Definitif.id, Gorontalo Utara – Badan Kehormatan (BK) Dewan Perwakilan Rakyat Daerah (DPRD) Kabupaten Gorontalo Utara akhirnya merampungkan proses sidang etik terhadap anggota DPRD, Dheninda Chaerunisa, yang dilaporkan atas dugaan pelanggaran kode etik serta sumpah dan janji jabatan. Putusan tersebut dibacakan dalam sidang ketiga yang digelar secara tertutup pada Senin (09/02/2026).
Ketua BK DPRD Gorontalo Utara, Fitri Husain, menjelaskan bahwa seluruh tahapan penanganan perkara telah dilaksanakan sesuai dengan tata beracara yang berlaku di lembaga legislatif.
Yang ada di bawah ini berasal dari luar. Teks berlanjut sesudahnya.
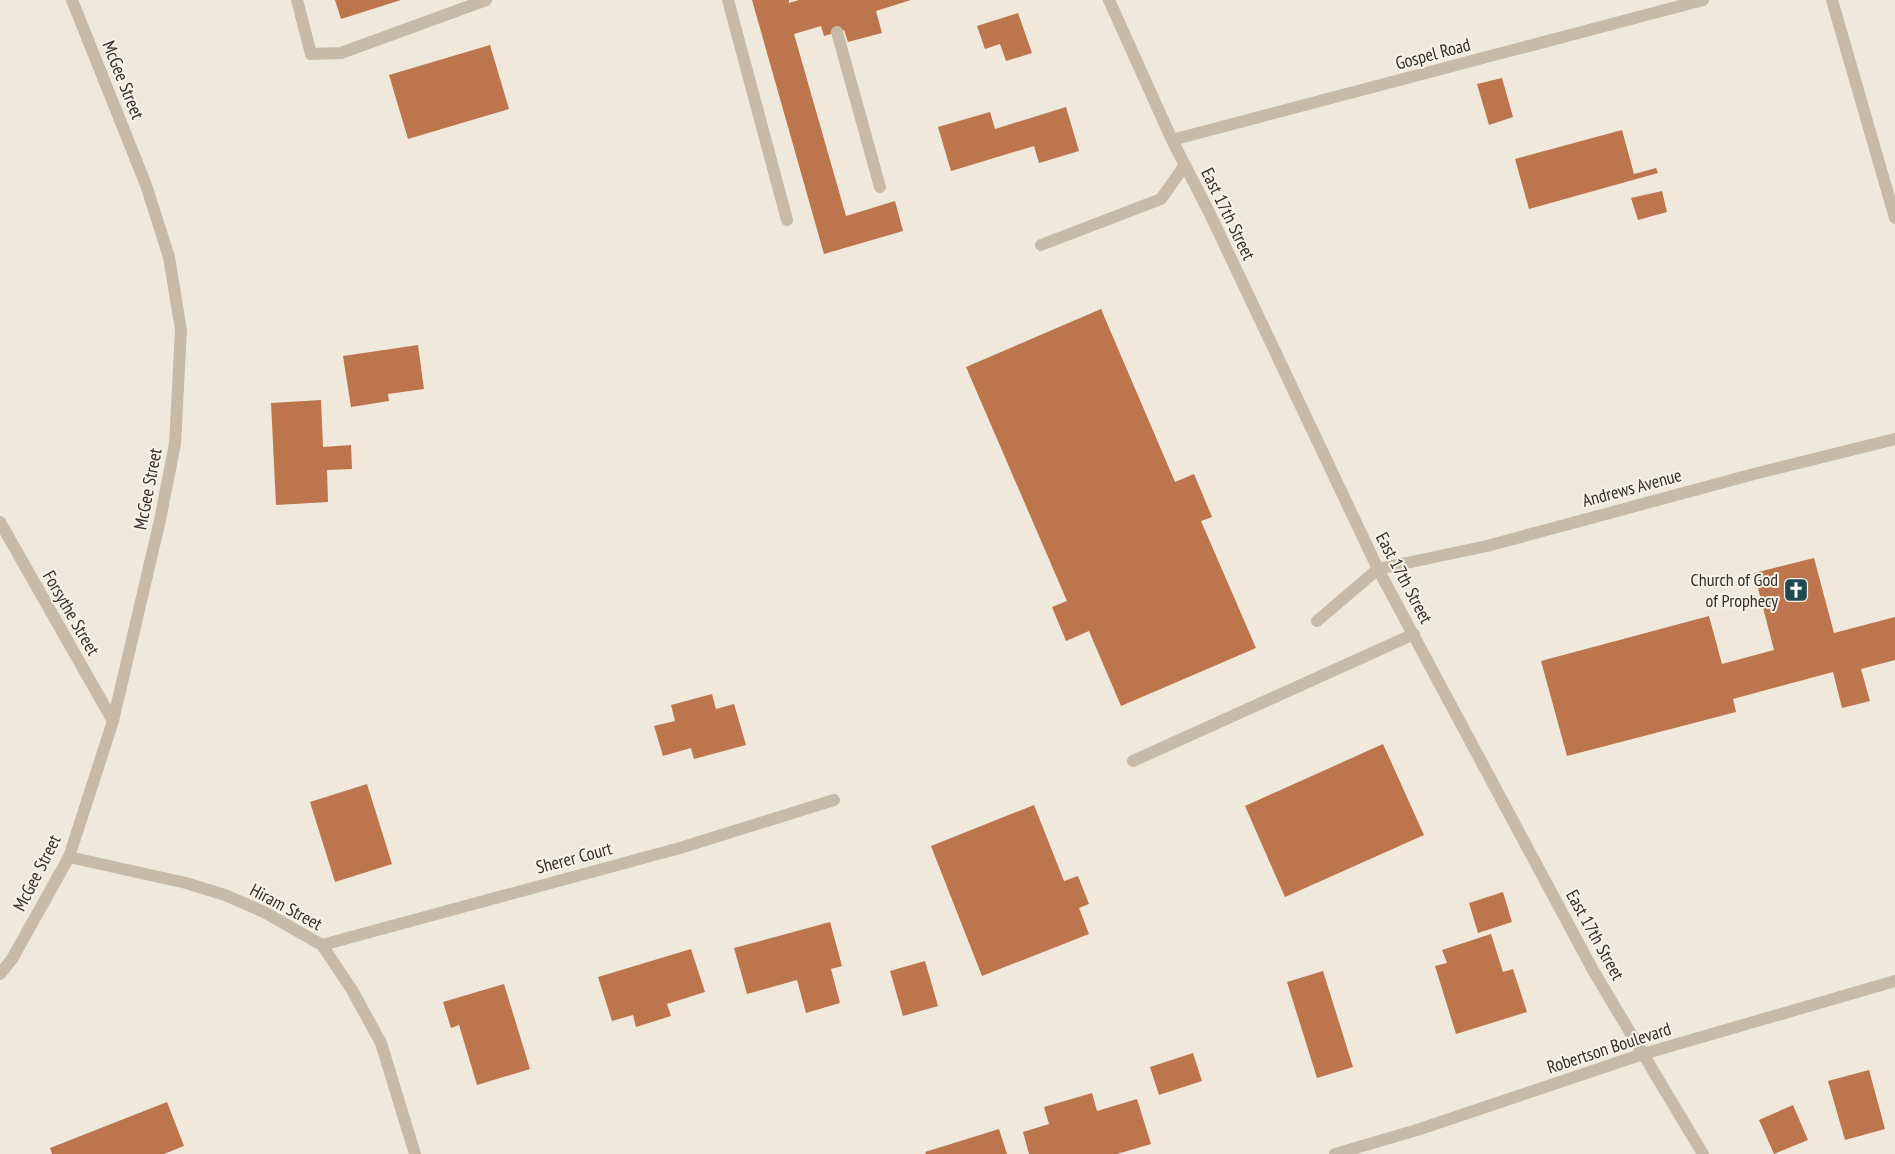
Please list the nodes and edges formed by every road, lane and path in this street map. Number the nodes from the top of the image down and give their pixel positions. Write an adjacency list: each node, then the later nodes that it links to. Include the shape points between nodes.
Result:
1 (72, 0): 20 (street, McGee Street, via 159,221 169,257 181,330 175,444)
2 (297, 0): 3 (street, via 311,54 341,53)
3 (486, 0)
4 (728, 0): 13 (street)
5 (1109, 0): 9 (street, East 17th Street)
6 (1703, 0): 9 (street, Gospel Road)
7 (1832, 0): 12 (street)
8 (837, 32): 11 (street)
9 (1172, 140): 10 (street, East 17th Street)
10 (1185, 165): 14 (street, via 1161,199); 17 (street, East 17th Street)
11 (880, 188)
12 (1895, 218)
13 (787, 220)
14 (1041, 245)
15 (1895, 439): 17 (street, Andrews Avenue, via 1487,546)
16 (0, 522): 20 (street, Forsythe Street)
17 (1378, 570): 18 (street); 19 (street, East 17th Street)
18 (1317, 621)
19 (1414, 634): 21 (street); 27 (street, East 17th Street, via 1594,972)
20 (112, 721): 23 (street, McGee Street)
21 (1133, 761)
22 (834, 800): 24 (street, Sherer Court, via 680,848)
23 (69, 858): 24 (street, Hiram Street, via 186,883 225,896 264,912); 25 (street, McGee Street, via 12,959)
24 (322, 945): 28 (street, Hiram Street, via 381,1043)
25 (0, 974)
26 (1895, 981): 27 (street, Robertson Boulevard)
27 (1643, 1054): 29 (street, Robertson Boulevard); 30 (street, East 17th Street)
28 (415, 1154)
29 (1335, 1154)
30 (1703, 1154)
Proses pemeriksaan, mulai dari klarifikasi pelapor, pemanggilan saksi, hingga pemeriksaan terhadap terlapor, telah diselesaikan dalam batas waktu yang ditentukan.
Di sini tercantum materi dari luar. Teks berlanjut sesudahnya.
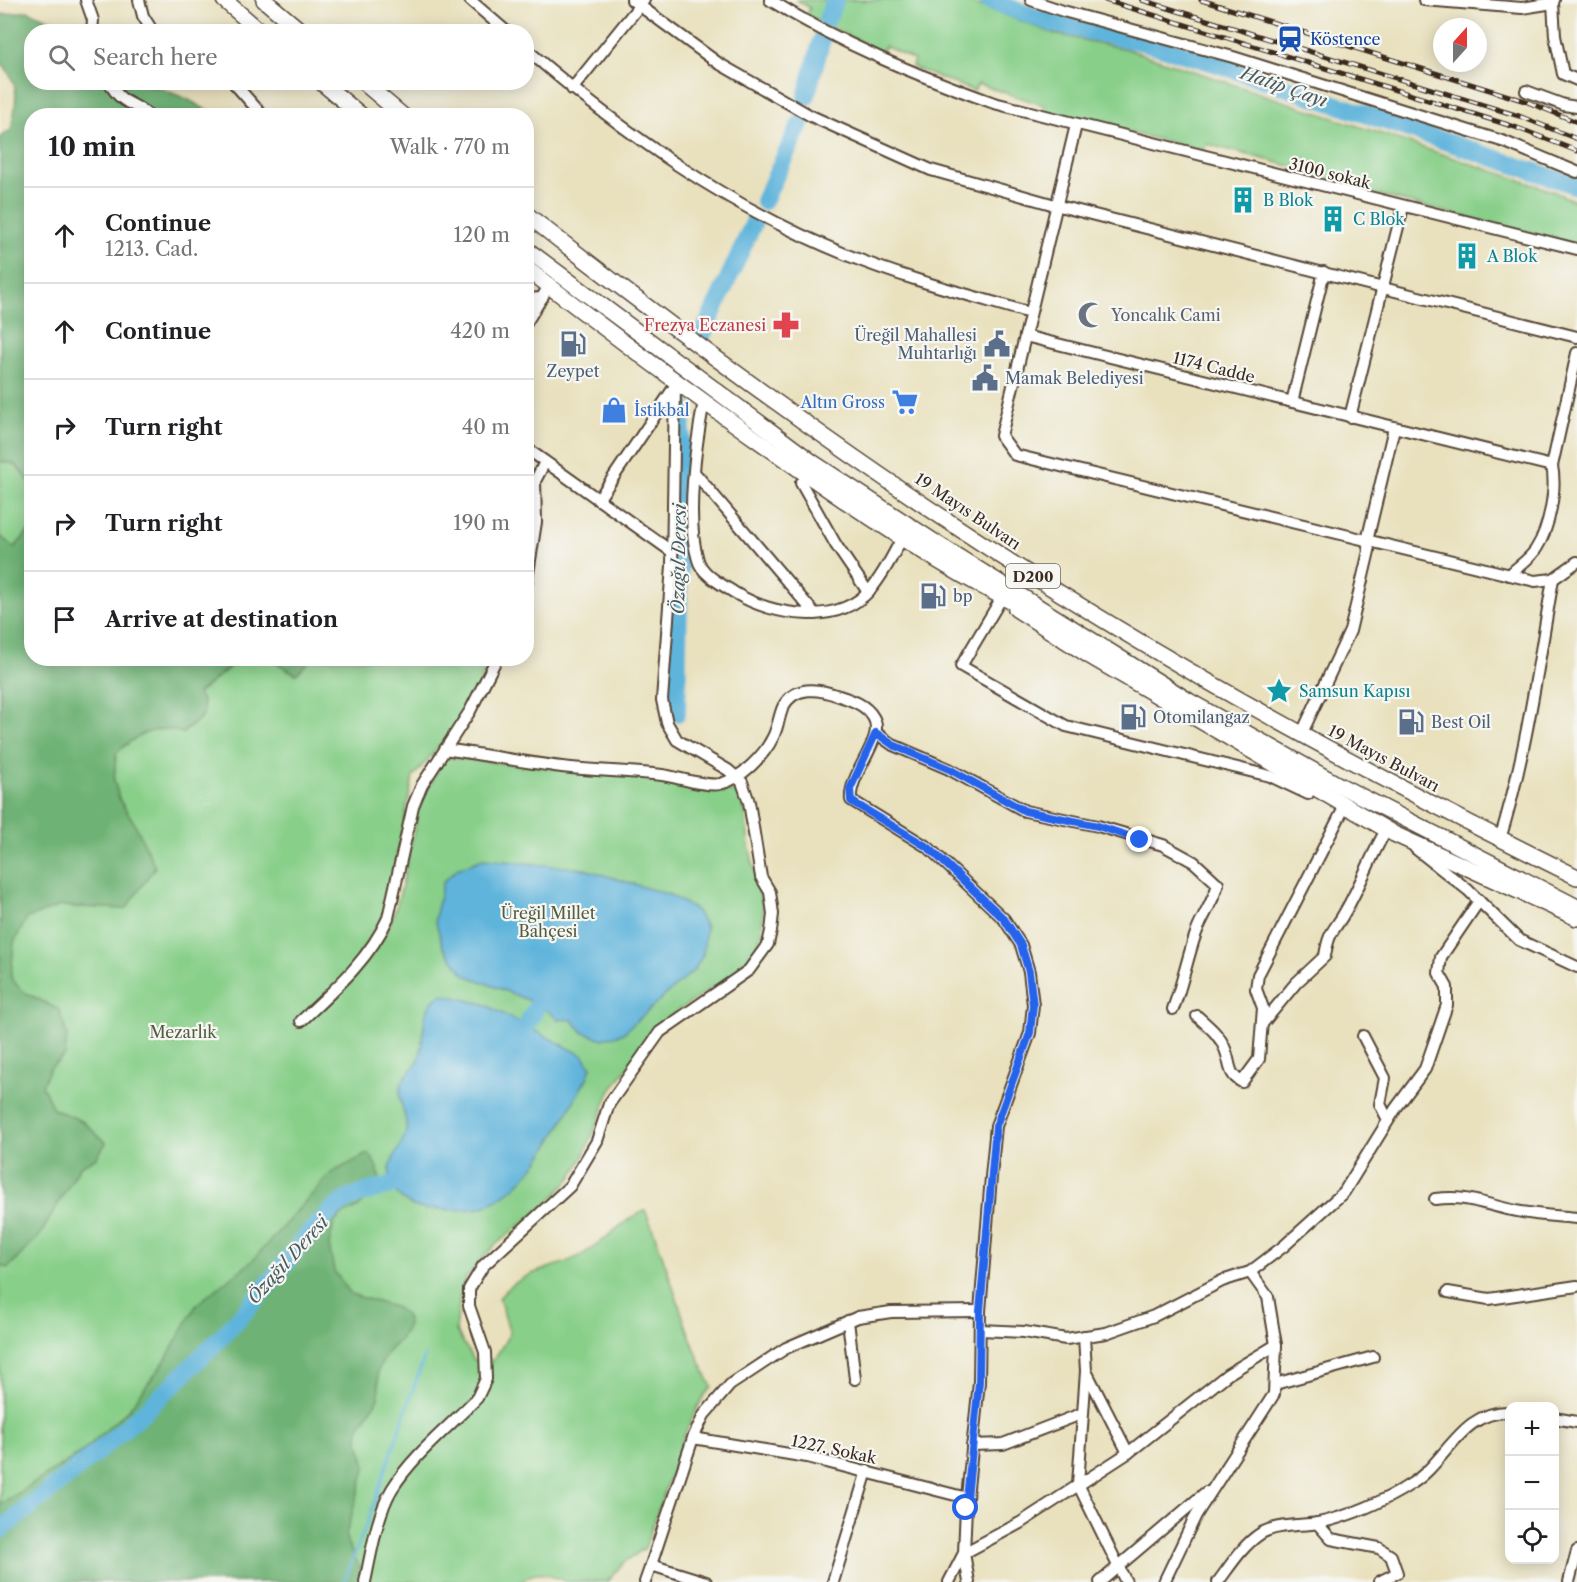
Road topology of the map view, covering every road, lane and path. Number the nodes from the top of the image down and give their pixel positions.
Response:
1 (86, 0) edge
2 (139, 0) edge
3 (224, 0) edge
4 (264, 0) edge
5 (470, 0) edge
6 (770, 0) edge
7 (1031, 0) edge
8 (1424, 0) edge
9 (1554, 1) edge
10 (638, 2) edge
11 (93, 24) edge
12 (148, 24) edge
13 (252, 24) edge
14 (292, 24) edge
15 (498, 24) edge
16 (534, 56) edge
17 (1577, 80) edge
18 (572, 88) junction
19 (115, 90) edge
20 (240, 90) edge
21 (331, 90) edge
22 (372, 90) edge
23 (1526, 91) dead end
24 (1577, 107) edge
25 (139, 108) edge
26 (256, 108) edge
27 (352, 108) edge
28 (394, 108) edge
29 (1076, 125) junction
30 (1577, 172) edge
31 (1055, 205) junction
32 (1403, 207) junction
33 (534, 220) edge
34 (1577, 249) edge
35 (534, 255) edge
36 (1324, 272) junction
37 (534, 278) edge
38 (1383, 286) junction
39 (546, 292) junction
40 (534, 296) edge
41 (534, 311) edge
42 (1030, 313) junction
43 (1025, 336) junction
44 (1577, 337) edge
45 (635, 350) junction
46 (661, 350) junction
47 (1577, 353) edge
48 (676, 383) junction
49 (704, 401) junction
50 (1292, 402) junction
51 (1350, 417) junction
52 (1394, 428) junction
53 (534, 454) edge
54 (545, 462) junction
55 (1552, 466) junction
56 (694, 472) junction
57 (801, 483) dead end
58 (534, 487) edge
59 (534, 487) edge
60 (598, 500) junction
61 (534, 535) edge
62 (902, 538) junction
63 (1368, 541) junction
64 (671, 551) junction
65 (1577, 562) edge
66 (1509, 575) junction
67 (1553, 579) junction
68 (868, 592) junction
69 (996, 596) junction
70 (815, 614) junction
71 (1087, 637) junction
72 (493, 666) edge
73 (876, 733) junction
74 (1301, 735) junction
75 (445, 749) junction
76 (735, 776) junction
77 (1308, 794) dead end
78 (1345, 806) junction
79 (1386, 830) junction
80 (1400, 837) junction
81 (1500, 839) junction
82 (1577, 877) edge
83 (1479, 901) junction
84 (1577, 907) edge
85 (1577, 918) edge
86 (1577, 967) edge
87 (1173, 1009) dead end
88 (1197, 1016) dead end
89 (301, 1021) dead end
90 (1262, 1024) junction
91 (1362, 1036) dead end
92 (1388, 1120) junction
93 (1435, 1199) dead end
94 (1577, 1218) edge
95 (1250, 1272) junction
96 (1577, 1286) edge
97 (1448, 1292) dead end
98 (980, 1311) junction
99 (848, 1321) junction
100 (980, 1330) junction
101 (1084, 1336) junction
102 (1276, 1345) junction
103 (1373, 1357) dead end
104 (1086, 1371) junction
105 (855, 1379) dead end
106 (1275, 1384) junction
107 (1505, 1412) edge
108 (1081, 1414) junction
109 (1559, 1419) edge
110 (1577, 1422) edge
111 (693, 1438) junction
112 (972, 1445) junction
113 (1128, 1453) junction
114 (867, 1471) junction
115 (1078, 1484) junction
116 (1214, 1486) junction
117 (967, 1498) junction
118 (1317, 1523) junction
119 (1577, 1551) edge
120 (964, 1553) junction
121 (651, 1565) junction
122 (1119, 1565) junction
123 (365, 1582) edge
124 (645, 1582) edge
125 (706, 1582) edge
126 (833, 1582) edge
127 (949, 1582) edge
128 (969, 1582) edge
129 (1100, 1582) edge
130 (1126, 1582) edge
131 (1164, 1582) edge
132 (1218, 1582) edge
133 (1379, 1582) edge
134 (1569, 1582) edge

1 - 11 street
2 - 12 street
3 - 13 highway
4 - 14 highway
5 - 15 street
6 - 29 street, 3100 sokak
7 - 30 street
8 - 9 street
9 - 17 street
10 - 18 street
10 - 31 street
16 - 18 street
18 - 42 street
19 - 25 street
20 - 26 street
21 - 27 highway
22 - 28 highway
23 - 24 street
29 - 31 street
29 - 32 street, 3100 sokak
31 - 36 street
31 - 42 street
32 - 34 street, 3100 sokak
32 - 38 street
33 - 74 highway, 19 Mayıs Bulvarı / D200
35 - 46 highway, D200
36 - 38 street
36 - 50 street
37 - 39 highway
38 - 44 street
38 - 51 street
39 - 40 street
39 - 41 street
39 - 45 highway
42 - 43 street
43 - 50 street, 1174 Cadde
43 - 63 street
45 - 46 highway
45 - 48 highway
46 - 71 highway, D200
47 - 55 street
48 - 49 highway
48 - 60 street
48 - 64 street
49 - 56 street
49 - 62 highway
50 - 51 street, 1174 Cadde
51 - 52 street, 1174 Cadde
52 - 55 street, 1174 Cadde
52 - 63 street
53 - 54 street
54 - 59 street
54 - 60 street
55 - 66 street
56 - 70 street
56 - 70 street
57 - 68 street
58 - 61 street
60 - 64 street
62 - 68 street
62 - 69 highway
63 - 66 street
63 - 74 street
64 - 76 street
65 - 67 street
66 - 67 street
67 - 81 street
68 - 70 street
69 - 71 highway
69 - 77 street
69 - 78 highway
71 - 84 highway, D200
72 - 75 street
73 - 76 street
73 - 87 street
73 - 98 street
74 - 81 highway, 19 Mayıs Bulvarı / D200
75 - 76 street
75 - 89 street
76 - 123 street
78 - 79 highway
78 - 90 street
79 - 80 highway
79 - 90 street
80 - 83 street
80 - 85 highway
81 - 82 highway, 19 Mayıs Bulvarı / D200
83 - 86 street
83 - 92 street
88 - 90 street
91 - 92 street
92 - 95 street
93 - 94 street
95 - 101 street
95 - 102 street
96 - 97 street
98 - 99 street
98 - 100 street
99 - 105 street
99 - 111 street
100 - 101 street
100 - 112 street
101 - 104 street
102 - 106 street
102 - 113 street
103 - 106 street
104 - 108 street
104 - 113 street
106 - 116 street
107 - 118 street
108 - 112 street
108 - 115 street
109 - 110 street
111 - 114 street, 1227. Sokak
111 - 121 street
112 - 117 street
113 - 115 street
114 - 117 street, 1227. Sokak
114 - 126 street
115 - 120 street
115 - 122 street
116 - 122 street
116 - 131 street
117 - 120 street
118 - 132 street
118 - 133 street
119 - 134 street
120 - 127 street
120 - 128 street
121 - 124 street
121 - 125 street
122 - 129 street
122 - 130 street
“Pembacaan keputusan hari ini masih dilakukan secara tertutup sesuai dengan mekanisme yang berlaku. Namun, putusan tersebut nantinya akan dibacakan secara terbuka dalam rapat paripurna DPRD,” ujar Fitri usai sidang.
Ia menegaskan bahwa BK bekerja secara profesional dan independen dalam menilai setiap fakta serta keterangan yang muncul selama proses persidangan. Seluruh keputusan diambil berdasarkan pertimbangan terhadap bukti, keterangan saksi, serta klarifikasi dari pihak terlapor.
Menurut Fitri, penanganan laporan tersebut telah berjalan efektif dan selesai dalam jangka waktu 60 hari kerja sebagaimana diatur dalam ketentuan tata beracara Badan Kehormatan.
Sementara itu, pelapor dalam perkara tersebut, Jikran Kasadi, mengaku telah mengikuti seluruh rangkaian proses yang dilakukan oleh BK DPRD Gorontalo Utara. Ia menyatakan menerima putusan yang dibacakan dalam sidang tersebut, meskipun sebagian dari poin pengaduannya tidak seluruhnya dikabulkan.